От себя я позвонил, у Шнайдера никто не ответил, тогда я набрал номер лаборатории, трубку сняла фрау Дегенхард.

— Неточность, вероятно, следует отнести к числу самых новых ваших добродетелей? — так приветствовала меня она, но тут у нее вырвали трубку, и на меня набросился Шнайдер.

— Вы где это пропадаете? — завелся он. — У господина нынче нет настроения, так что ли? Что здесь сегодня происходит? Кортнер вообще до сих пор не соизволил явиться, мне донесла об этом Анни Зелигер, она позвонила ему домой, он не заболел, но что-то у него неладно, по словам Анни, жена его разговаривала по телефону таким голосом, как будто плакала…

Я помедлил с ответом:

— Увольте меня, пожалуйста, от сплетен, у меня, видит бог, хватает других забот. К сожалению, я не могу сегодня ставить опыты, тут появились всякие неотложные дела, я, право…

Шнайдер коршуном налетел на меня:

— Да пошли вы о вашими неотложными делами! Что вы, спрашивается, за тип такой?! Бюрократ вы, и больше никто, химик из министерства! Хотелось бы знать, почему вы до сих пор называете себя ученым! Это же надо так подвести!

— Я не мог знать заранее, — кротко объяснил я Шнайдеру.

— Зато обычно вы все знаете! — крикнул Шнайдер и бросил трубку.

Гнев Шнайдера не следовало принимать всерьез, я это знал. Я даже уверен, что, бросив трубку, он пришел в отличное расположение духа, потому что опять кому-то дал прикурить. Но я уже не думал про Шнайдера, я думал о Кортнере, потом я и Кортнера прогнал из мыслей и начал листать Папстов скоросшиватель, рассеянно, с неприятным чувством, будто за мной кто-то наблюдает.

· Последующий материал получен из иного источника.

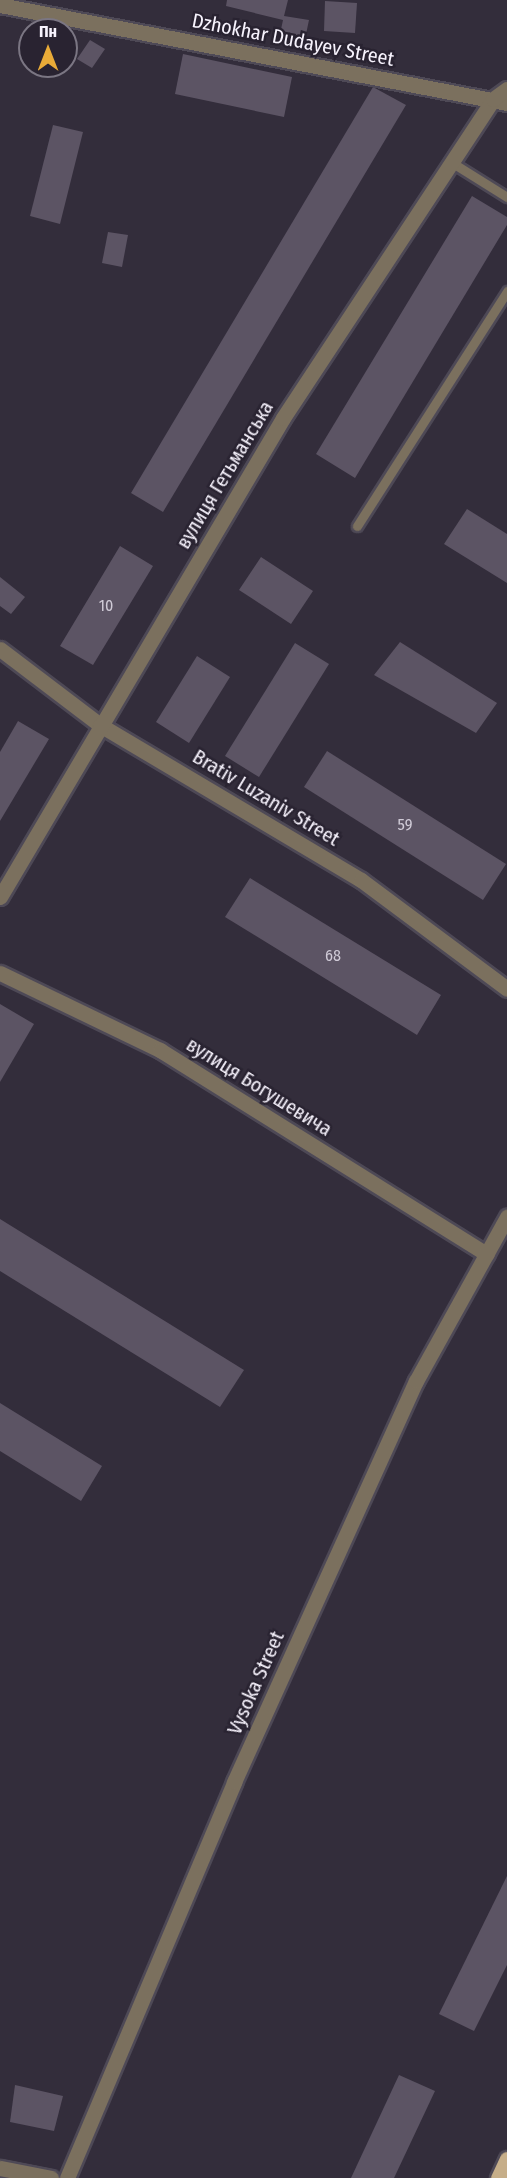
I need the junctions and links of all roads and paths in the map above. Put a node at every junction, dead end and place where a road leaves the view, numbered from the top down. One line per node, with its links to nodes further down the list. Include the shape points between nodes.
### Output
1 (0, 5): 3 (street, Dzhokhar Dudayev Street)
2 (507, 89): 3 (street, вулиця Гетьманська)
3 (500, 101): 4 (street, вулиця Гетьманська)
4 (451, 162): 5 (lane); 9 (street, вулиця Гетьманська, via 283,418)
5 (507, 197)
6 (507, 291): 7 (lane)
7 (357, 526)
8 (0, 649): 9 (street, Brativ Luzaniv Street)
9 (100, 725): 10 (street, вулиця Гетьманська); 12 (street, Brativ Luzaniv Street, via 361,880)
10 (0, 897)
11 (0, 973): 14 (street, вулиця Богушевича, via 160,1050)
12 (507, 989)
13 (507, 1217): 14 (street, Vysoka Street)
14 (487, 1254): 18 (street, Vysoka Street, via 416,1381 234,1782)
15 (507, 2159): 19 (main road)
16 (0, 2168): 17 (street)
17 (51, 2178)
18 (67, 2178)
19 (498, 2178)

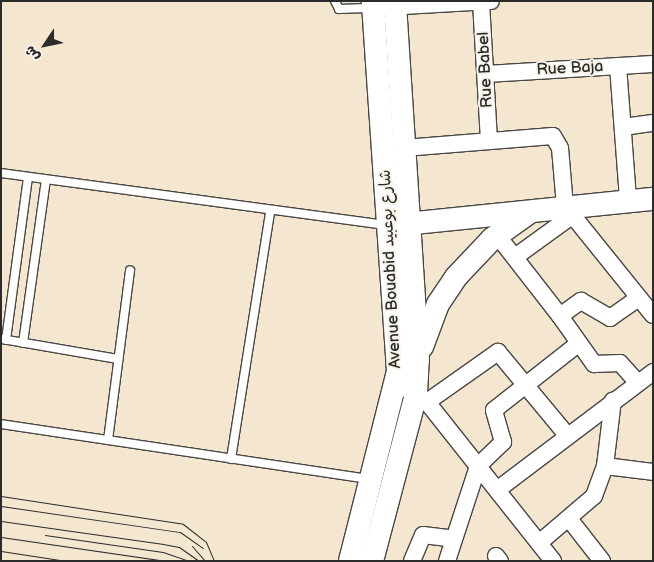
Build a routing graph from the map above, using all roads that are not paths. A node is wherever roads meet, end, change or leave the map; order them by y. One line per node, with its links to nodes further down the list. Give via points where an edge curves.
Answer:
1 (335, 1): 4 (lane, via 339,9)
2 (487, 2): 3 (street); 7 (street, Rue Babel)
3 (396, 4): 4 (street); 11 (street, Avenue Bouabid شارع بوعبيد)
4 (373, 5): 20 (street, Avenue Bouabid شارع بوعبيد)
5 (653, 64): 6 (street, Rue Baja)
6 (618, 66): 7 (street, Rue Baja); 9 (street)
7 (486, 74): 10 (street, Rue Babel)
8 (653, 123): 9 (street)
9 (623, 127): 16 (street)
10 (489, 139): 11 (street); 18 (street, via 550,135 560,148)
11 (404, 148): 20 (street, Avenue Bouabid شارع بوعبيد)
12 (1, 173): 13 (lane)
13 (28, 177): 14 (lane); 27 (lane)
14 (46, 180): 19 (lane); 28 (lane)
15 (653, 199): 16 (street)
16 (628, 200): 18 (street)
17 (535, 209): 18 (street); 20 (street); 21 (street)
18 (569, 210): 22 (street); 24 (street)
19 (270, 212): 20 (lane, via 372,226); 40 (lane)
20 (400, 224): 31 (street, Avenue Bouabid شارع بوعبيد); 35 (street, Avenue Bouabid شارع بوعبيد)
21 (497, 235): 22 (street); 31 (street, via 456,277 438,304)
22 (515, 257): 26 (street)
23 (130, 270): 30 (lane)
24 (639, 298): 25 (street); 26 (street, via 610,318 581,302)
25 (652, 312)
26 (560, 316): 29 (street)
27 (4, 340): 28 (lane)
28 (22, 343): 30 (lane)
29 (579, 343): 33 (street, via 594,364 620,363); 34 (street)
30 (118, 359): 39 (lane)
31 (418, 360): 35 (street, Avenue Bouabid شارع بوعبيد)
32 (653, 372): 33 (street)
33 (637, 382): 36 (street)
34 (527, 384): 35 (street, via 506,356 494,352); 38 (street); 41 (street, via 494,410 503,442)
35 (413, 394): 41 (street); 44 (street, Avenue Bouabid شارع بوعبيد); 50 (street, Avenue Bouabid شارع بوعبيد)
36 (613, 400): 38 (street); 42 (street)
37 (1, 424): 39 (lane)
38 (567, 435): 45 (street)
39 (108, 440): 40 (lane)
40 (231, 458): 44 (lane)
41 (478, 466): 45 (street); 47 (street)
42 (605, 466): 43 (street); 46 (street, via 594,496)
43 (653, 472)
44 (372, 480): 49 (street, Avenue Bouabid شارع بوعبيد)
45 (497, 490): 48 (street)
46 (570, 520): 48 (street); 54 (street)
47 (454, 539): 51 (street, via 423,535); 52 (street)
48 (540, 544): 53 (street)
49 (350, 561)
50 (372, 561)
51 (412, 561)
52 (448, 561)
53 (553, 561)
54 (602, 561)

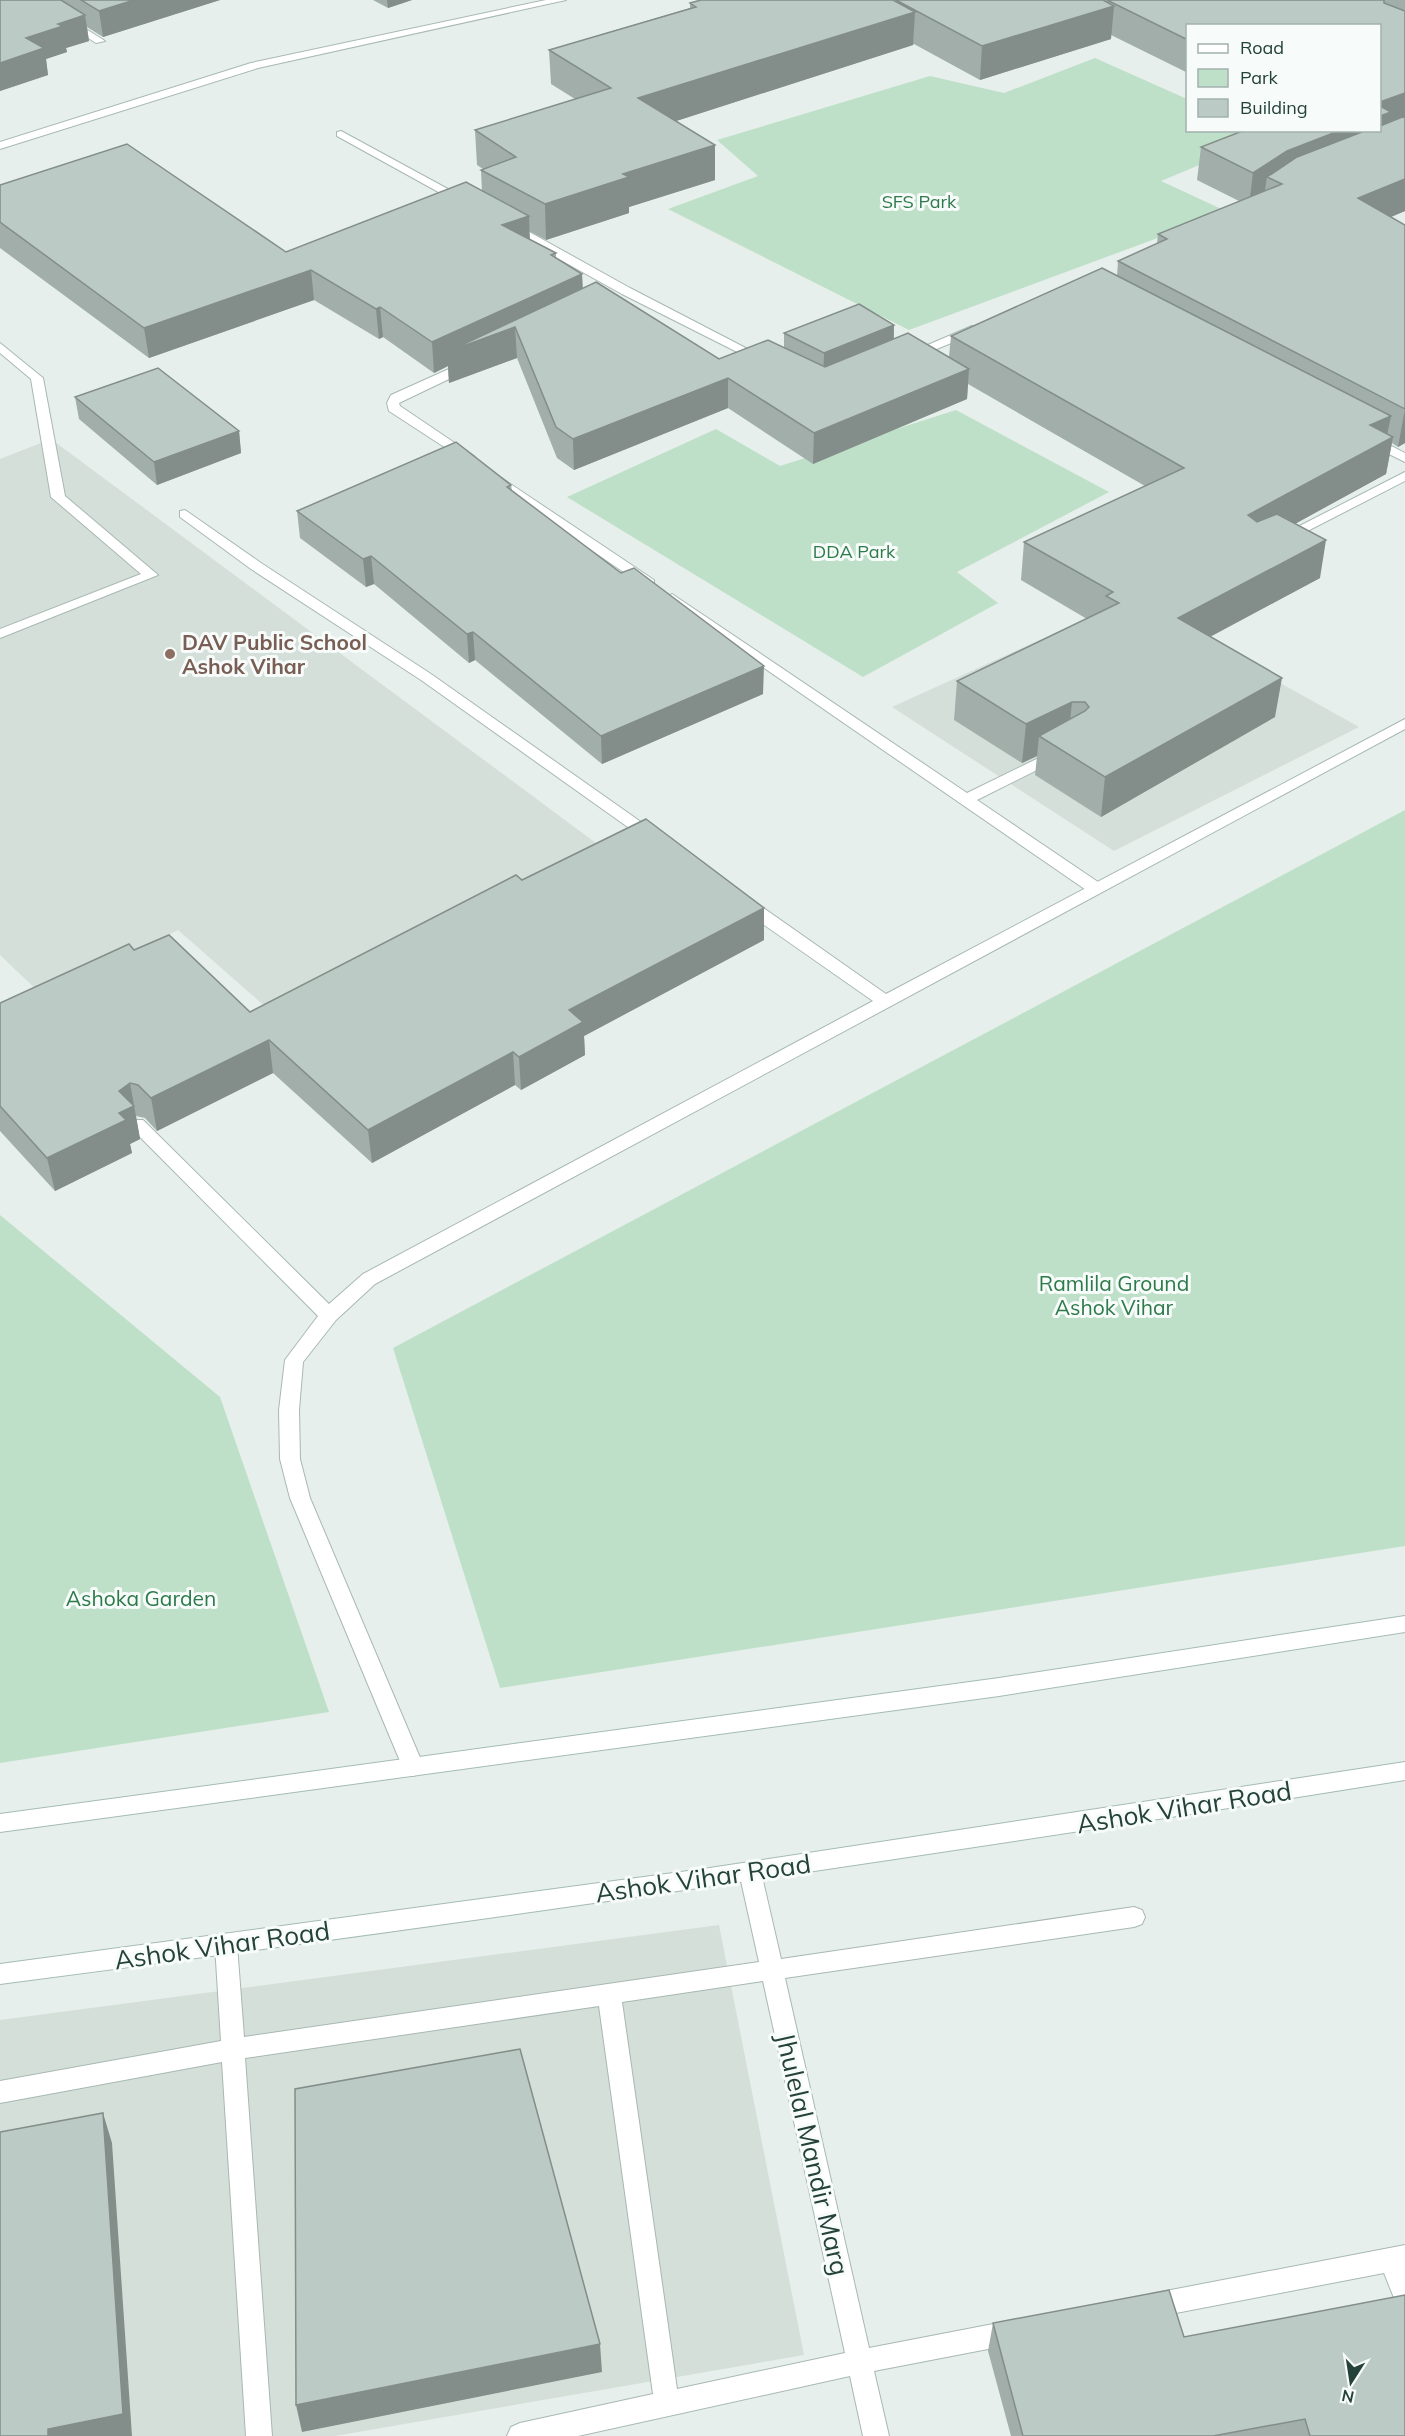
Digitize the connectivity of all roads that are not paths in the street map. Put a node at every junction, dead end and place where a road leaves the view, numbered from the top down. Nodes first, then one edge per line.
1 (33, 0) edge
2 (561, 0) edge
3 (100, 41) edge
4 (341, 134) dead end
5 (0, 146) edge
6 (474, 207) edge
7 (494, 218) edge
8 (990, 323) edge
9 (0, 347) edge
10 (480, 359) edge
11 (890, 363) edge
12 (772, 365) edge
13 (1363, 435) edge
14 (1405, 458) edge
15 (1405, 476) edge
16 (185, 514) dead end
17 (1272, 543) edge
18 (0, 634) edge
19 (1405, 723) edge
20 (1074, 746) edge
21 (967, 799) junction
22 (668, 849) edge
23 (1095, 888) junction
24 (735, 897) edge
25 (884, 1001) junction
26 (137, 1124) edge
27 (329, 1315) junction
28 (1405, 1624) edge
29 (413, 1767) junction
30 (1405, 1771) edge
31 (0, 1823) edge
32 (750, 1872) junction
33 (1134, 1917) dead end
34 (226, 1945) junction
35 (772, 1971) junction
36 (0, 1974) edge
37 (609, 1994) junction
38 (234, 2049) junction
39 (0, 2092) edge
40 (1398, 2258) edge
41 (1405, 2295) edge
42 (1126, 2311) edge
43 (1033, 2328) edge
44 (860, 2362) junction
45 (667, 2404) junction
46 (259, 2436) edge
47 (520, 2436) edge
48 (876, 2436) edge

1 - 3 street
2 - 5 street
4 - 6 street
7 - 12 street
8 - 11 street
9 - 18 street
10 - 21 street
13 - 14 street
15 - 17 street
16 - 22 street
19 - 23 street
20 - 21 street
21 - 23 street
23 - 25 street
24 - 25 street
25 - 27 street
26 - 27 street
27 - 29 street
28 - 29 street
29 - 31 street
30 - 32 street, Ashok Vihar Road
32 - 34 street, Ashok Vihar Road
32 - 35 street, Jhulelal Mandir Marg
33 - 35 street
34 - 36 street, Ashok Vihar Road
34 - 38 street
35 - 37 street
35 - 44 street, Jhulelal Mandir Marg
37 - 38 street
37 - 45 street
38 - 39 street
38 - 46 street
40 - 41 street
40 - 42 street
43 - 44 street
44 - 45 street
44 - 48 street, Jhulelal Mandir Marg
45 - 47 street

Наверно, не кто иной, как Иоахим К., заглядывал в данную минуту через плечо себе будущему. Но не он один, кто-то еще наблюдал эту немую сцену: комната в институте, Киппенберг за столом, нерешительный, растерянный. За Киппенбергом наблюдает Ева. Она смотрит, что он теперь будет делать. Под Евиным взглядом Киппенберг поднимается с места, отпирает несгораемый шкаф, достает розовый скоросшиватель, кладет его на стол. Скоросшиватель кажется таким тоненьким и невзрачным рядом с солидным гроссбухом Папста из роскошной тисненой кожи, где на обложке золотом выгравировано название японской фирмы.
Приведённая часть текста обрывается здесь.